══ RECORDS SHOWN ══

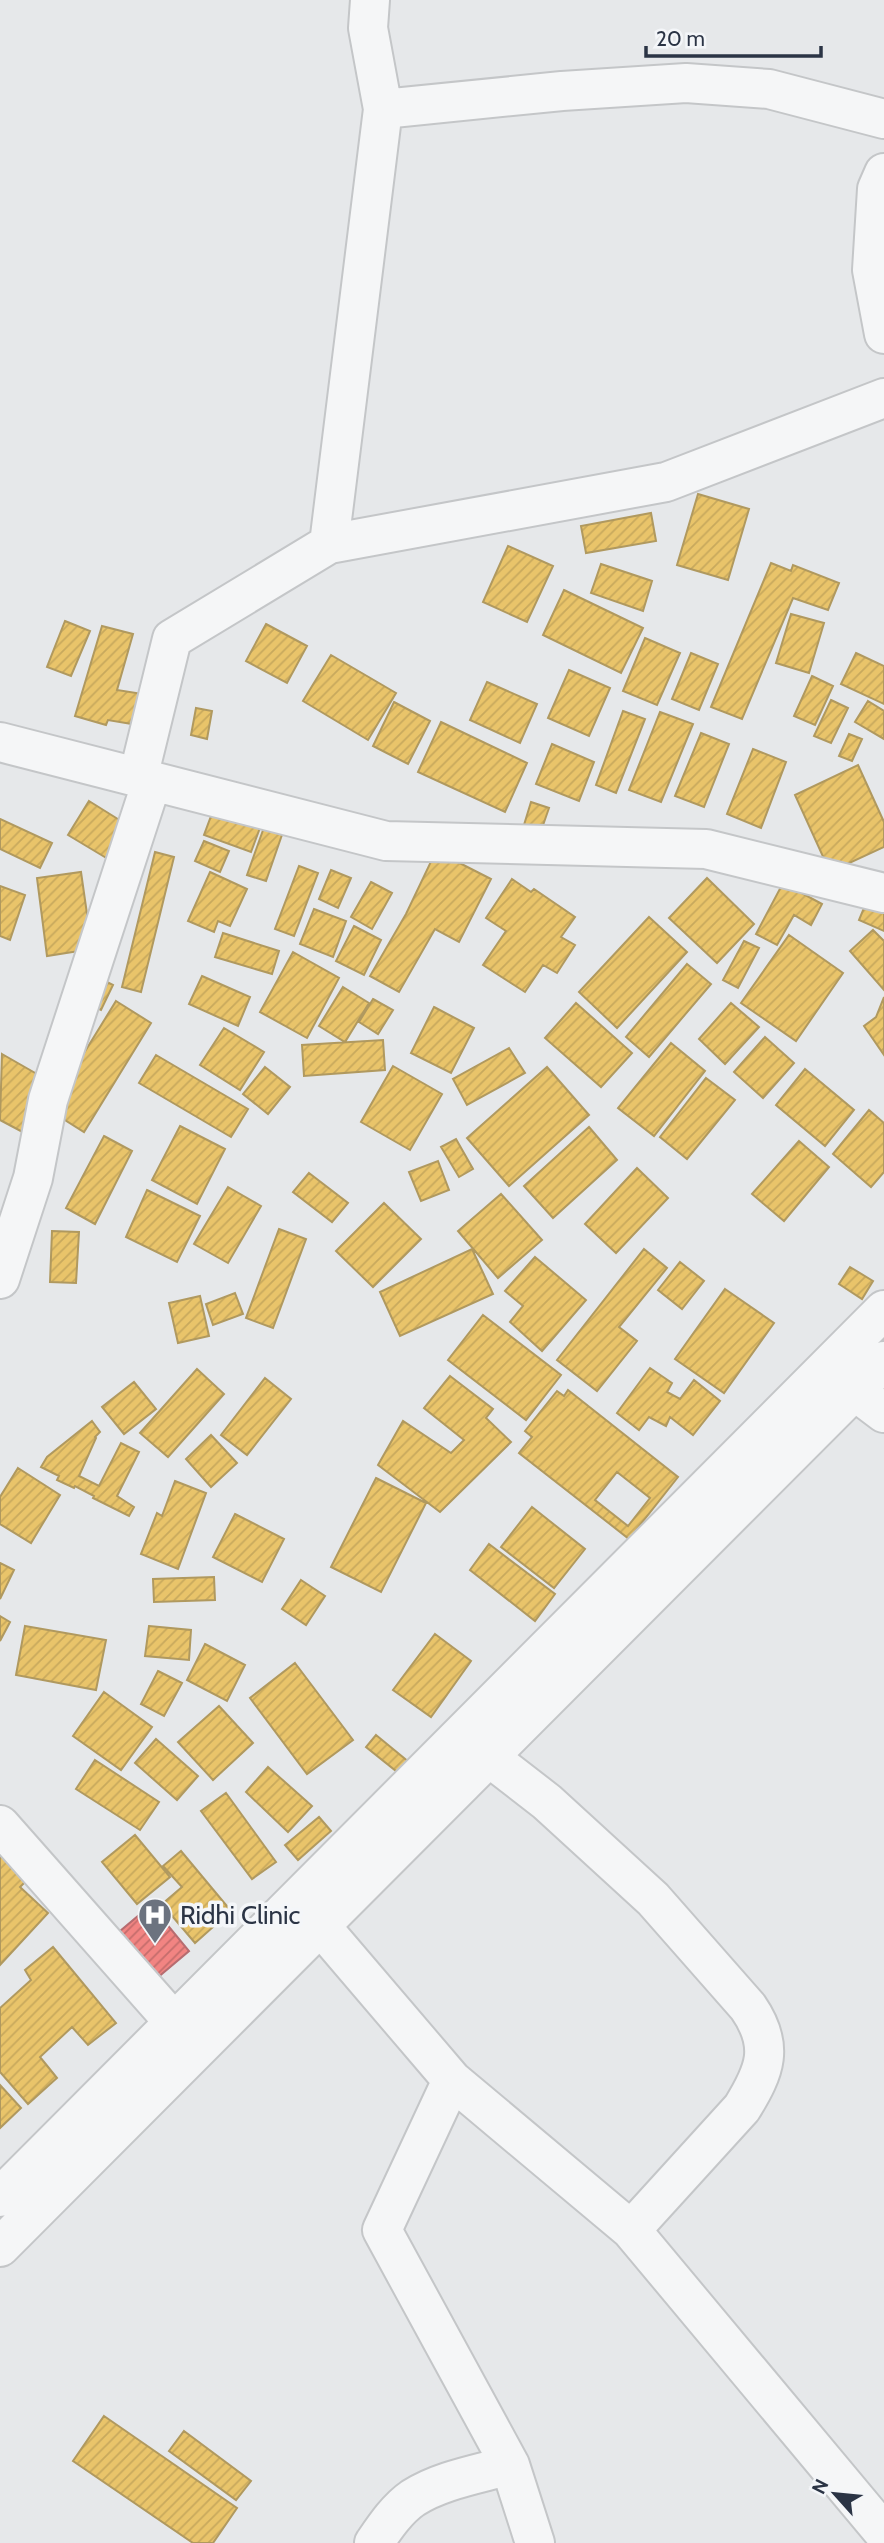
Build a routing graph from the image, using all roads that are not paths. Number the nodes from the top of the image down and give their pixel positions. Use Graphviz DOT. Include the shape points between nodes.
graph roads {
  1 [pos="370,0"];
  2 [pos="383,109"];
  3 [pos="884,119"];
  4 [pos="884,173"];
  5 [pos="884,334"];
  6 [pos="884,398"];
  7 [pos="329,544"];
  8 [pos="0,742"];
  9 [pos="145,779"];
  10 [pos="884,893"];
  11 [pos="0,1279"];
  12 [pos="884,1310"];
  13 [pos="884,1361"];
  14 [pos="855,1391"];
  15 [pos="489,1756"];
  16 [pos="0,1825"];
  17 [pos="309,1913"];
  18 [pos="174,2022"];
  19 [pos="452,2080"];
  20 [pos="0,2197"];
  21 [pos="631,2230"];
  22 [pos="0,2247"];
  23 [pos="510,2465"];
  24 [pos="884,2533"];
  25 [pos="374,2543"];
  26 [pos="535,2543"];
  1 -- 2 [label="street" via="368,28"];
  2 -- 3 [label="street" via="687,83 769,89"];
  2 -- 7 [label="street"];
  4 -- 5 [label="street" via="877,190 872,270"];
  6 -- 7 [label="street" via="666,482"];
  7 -- 9 [label="street" via="172,639"];
  8 -- 9 [label="street"];
  9 -- 10 [label="street" via="386,841 706,849"];
  9 -- 11 [label="street" via="48,1100 33,1178"];
  12 -- 14 [label="street"];
  13 -- 14 [label="street"];
  14 -- 15 [label="street"];
  14 -- 17 [label="street"];
  15 -- 17 [label="street"];
  15 -- 21 [label="street" via="653,1899 748,2007 766,2045 763,2067 742,2108"];
  16 -- 18 [label="street"];
  17 -- 18 [label="street"];
  17 -- 19 [label="street"];
  17 -- 22 [label="street"];
  18 -- 20 [label="street"];
  19 -- 21 [label="street"];
  19 -- 23 [label="street" via="382,2230"];
  21 -- 24 [label="street"];
  23 -- 25 [label="street" via="412,2498"];
  23 -- 26 [label="street"];
}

═══

TASK DIRECTIONS
All of the listing is to be written out exactly, with the pictures left out.

RESPONSE
Build a routing graph from the image, using all roads that are not paths. Number the nodes from the top of the image down and give their pixel positions. Use Graphviz DOT. Include the shape points between nodes.
graph roads {
  1 [pos="370,0"];
  2 [pos="383,109"];
  3 [pos="884,119"];
  4 [pos="884,173"];
  5 [pos="884,334"];
  6 [pos="884,398"];
  7 [pos="329,544"];
  8 [pos="0,742"];
  9 [pos="145,779"];
  10 [pos="884,893"];
  11 [pos="0,1279"];
  12 [pos="884,1310"];
  13 [pos="884,1361"];
  14 [pos="855,1391"];
  15 [pos="489,1756"];
  16 [pos="0,1825"];
  17 [pos="309,1913"];
  18 [pos="174,2022"];
  19 [pos="452,2080"];
  20 [pos="0,2197"];
  21 [pos="631,2230"];
  22 [pos="0,2247"];
  23 [pos="510,2465"];
  24 [pos="884,2533"];
  25 [pos="374,2543"];
  26 [pos="535,2543"];
  1 -- 2 [label="street" via="368,28"];
  2 -- 3 [label="street" via="687,83 769,89"];
  2 -- 7 [label="street"];
  4 -- 5 [label="street" via="877,190 872,270"];
  6 -- 7 [label="street" via="666,482"];
  7 -- 9 [label="street" via="172,639"];
  8 -- 9 [label="street"];
  9 -- 10 [label="street" via="386,841 706,849"];
  9 -- 11 [label="street" via="48,1100 33,1178"];
  12 -- 14 [label="street"];
  13 -- 14 [label="street"];
  14 -- 15 [label="street"];
  14 -- 17 [label="street"];
  15 -- 17 [label="street"];
  15 -- 21 [label="street" via="653,1899 748,2007 766,2045 763,2067 742,2108"];
  16 -- 18 [label="street"];
  17 -- 18 [label="street"];
  17 -- 19 [label="street"];
  17 -- 22 [label="street"];
  18 -- 20 [label="street"];
  19 -- 21 [label="street"];
  19 -- 23 [label="street" via="382,2230"];
  21 -- 24 [label="street"];
  23 -- 25 [label="street" via="412,2498"];
  23 -- 26 [label="street"];
}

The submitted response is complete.